A demanda por um padrão
Stefanie Steinert, fundadora da loja online Freizehn, quer se opor a esse desenvolvimento. Com o documento de posicionamento “O Padrão do Sapato Barefoot”, ela está pedindo critérios vinculativos para a indústria. O objetivo é traduzir as descobertas científicas sobre a saúde dos pés em requisitos compreensíveis para fabricantes e varejistas.
A preocupação é que, se o termo sapato barefoot for usado arbitrariamente, isso possa levar a falsas expectativas entre os consumidores.
“Temos que ter cuidado para não sobrecarregar os consumidores. Caso contrário, eles compram um produto e logo depois se decepcionam ao descobrir que ele não atende às suas expectativas. É por isso que uma educação abrangente está se tornando cada vez mais importante”, diz Pfeffer.
Há também um problema de imagem. Muitas pessoas ainda associam os sapatos barefoot aos FiveFingers da Vibram ou a sapatos ortopédicos desajeitados. Na verdade, o design mudou consideravelmente nos últimos anos. Os modelos atuais de muitos fabricantes têm uma aparência minimalista, fashion e adequada para o uso diário.
Novas tarefas para o varejo
A distribuição também está mudando com o crescimento. Hoje, os sapatos barefoot são vendidos tanto em sapatarias clássicas quanto em varejistas de artigos para atividades ao ar livre, esportes ou saúde, e em lojas especializadas em sapatos barefoot.
“Os sapatos barefoot da Merrell são vendidos com sucesso através de vários canais de distribuição, tanto em lojas físicas quanto online”, dizem Wetter e Lietzau. A marca está particularmente bem representada no setor de varejo de calçados, enquanto os setores de varejo de artigos para atividades ao ar livre e esportes também estão ganhando importância.
O boom, no entanto, apresenta novos desafios para os varejistas de calçados clássicos. Os sapatos barefoot exigem mais explicações do que os sapatos casuais clássicos. O conhecimento especializado é necessário não apenas para justificar o preço mais alto, mas também para poder avaliar as expectativas de saúde dos clientes. Varejistas de artigos esportivos e revendedores especializados muitas vezes têm uma vantagem em termos de confiança.
Quem define o que é saudável?
A Vivobarefoot, no entanto, não quer deixar a autoridade para interpretar o tema da saúde para o mercado esportivo. Com a campanha externa “Liberte Seus Pés”, a empresa questionou provocativamente a fixação da indústria esportiva em amortecimento e sistemas de conforto técnico na primavera. Caminhões com a mensagem “Essas Solas querem que você não sinta nada – Nós queremos que você sinta tudo” foram estacionados em frente à loja principal da On em Londres, entre outros lugares.
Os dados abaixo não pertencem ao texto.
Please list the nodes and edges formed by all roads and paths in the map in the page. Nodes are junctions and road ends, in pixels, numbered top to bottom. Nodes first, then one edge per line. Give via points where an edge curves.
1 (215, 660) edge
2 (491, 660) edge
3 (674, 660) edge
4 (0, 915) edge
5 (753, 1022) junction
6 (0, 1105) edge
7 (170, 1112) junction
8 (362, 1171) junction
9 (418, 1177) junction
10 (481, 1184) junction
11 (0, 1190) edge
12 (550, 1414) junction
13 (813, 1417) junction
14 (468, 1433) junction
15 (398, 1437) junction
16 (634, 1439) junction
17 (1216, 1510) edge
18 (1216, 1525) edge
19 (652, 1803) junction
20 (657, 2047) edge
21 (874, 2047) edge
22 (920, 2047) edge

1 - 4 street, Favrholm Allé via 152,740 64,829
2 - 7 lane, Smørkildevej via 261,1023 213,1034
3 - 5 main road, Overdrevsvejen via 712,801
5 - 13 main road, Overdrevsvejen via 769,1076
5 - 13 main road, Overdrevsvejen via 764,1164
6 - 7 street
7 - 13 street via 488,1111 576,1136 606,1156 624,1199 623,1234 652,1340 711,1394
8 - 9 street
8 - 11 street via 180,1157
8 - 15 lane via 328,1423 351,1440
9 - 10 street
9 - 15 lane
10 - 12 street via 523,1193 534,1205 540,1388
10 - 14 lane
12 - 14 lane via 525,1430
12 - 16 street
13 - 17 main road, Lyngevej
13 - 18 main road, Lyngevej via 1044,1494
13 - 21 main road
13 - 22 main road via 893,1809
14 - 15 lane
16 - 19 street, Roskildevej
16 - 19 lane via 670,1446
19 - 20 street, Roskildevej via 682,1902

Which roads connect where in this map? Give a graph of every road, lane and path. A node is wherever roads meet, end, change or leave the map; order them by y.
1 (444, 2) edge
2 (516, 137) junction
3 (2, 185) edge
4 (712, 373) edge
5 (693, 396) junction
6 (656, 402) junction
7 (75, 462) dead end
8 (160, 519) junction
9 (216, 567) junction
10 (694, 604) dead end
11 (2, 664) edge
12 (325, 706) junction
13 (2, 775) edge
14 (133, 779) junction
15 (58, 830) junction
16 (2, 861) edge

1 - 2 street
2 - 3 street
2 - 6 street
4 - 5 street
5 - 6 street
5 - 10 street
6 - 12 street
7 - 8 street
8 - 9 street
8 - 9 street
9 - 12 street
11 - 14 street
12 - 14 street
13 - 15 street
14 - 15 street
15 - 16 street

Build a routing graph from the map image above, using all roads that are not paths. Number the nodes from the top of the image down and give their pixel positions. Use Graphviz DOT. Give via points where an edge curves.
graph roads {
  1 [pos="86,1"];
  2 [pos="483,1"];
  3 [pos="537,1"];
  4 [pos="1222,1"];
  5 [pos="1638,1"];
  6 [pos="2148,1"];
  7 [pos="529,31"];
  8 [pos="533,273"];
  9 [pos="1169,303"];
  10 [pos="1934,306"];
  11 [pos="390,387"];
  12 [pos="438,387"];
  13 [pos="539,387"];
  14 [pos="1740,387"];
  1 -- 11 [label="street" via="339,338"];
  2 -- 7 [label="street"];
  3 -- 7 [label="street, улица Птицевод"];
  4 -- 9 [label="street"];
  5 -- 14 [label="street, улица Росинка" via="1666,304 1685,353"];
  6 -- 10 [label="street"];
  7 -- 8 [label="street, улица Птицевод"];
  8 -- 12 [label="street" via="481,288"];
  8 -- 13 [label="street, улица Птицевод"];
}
“A indústria de calçados moderna passou décadas amortecendo e controlando nossos pés”, diz Clark. “Mas a evolução já criou a interface definitiva entre corpo e mente. Você não precisa de mais tecnologia entre você e a terra, você precisa de menos.”
Isso delineia o conflito que provavelmente moldará o mercado no futuro: não mais a questão de se os sapatos barefoot chegaram à moda, mas quem define o que é um sapato barefoot.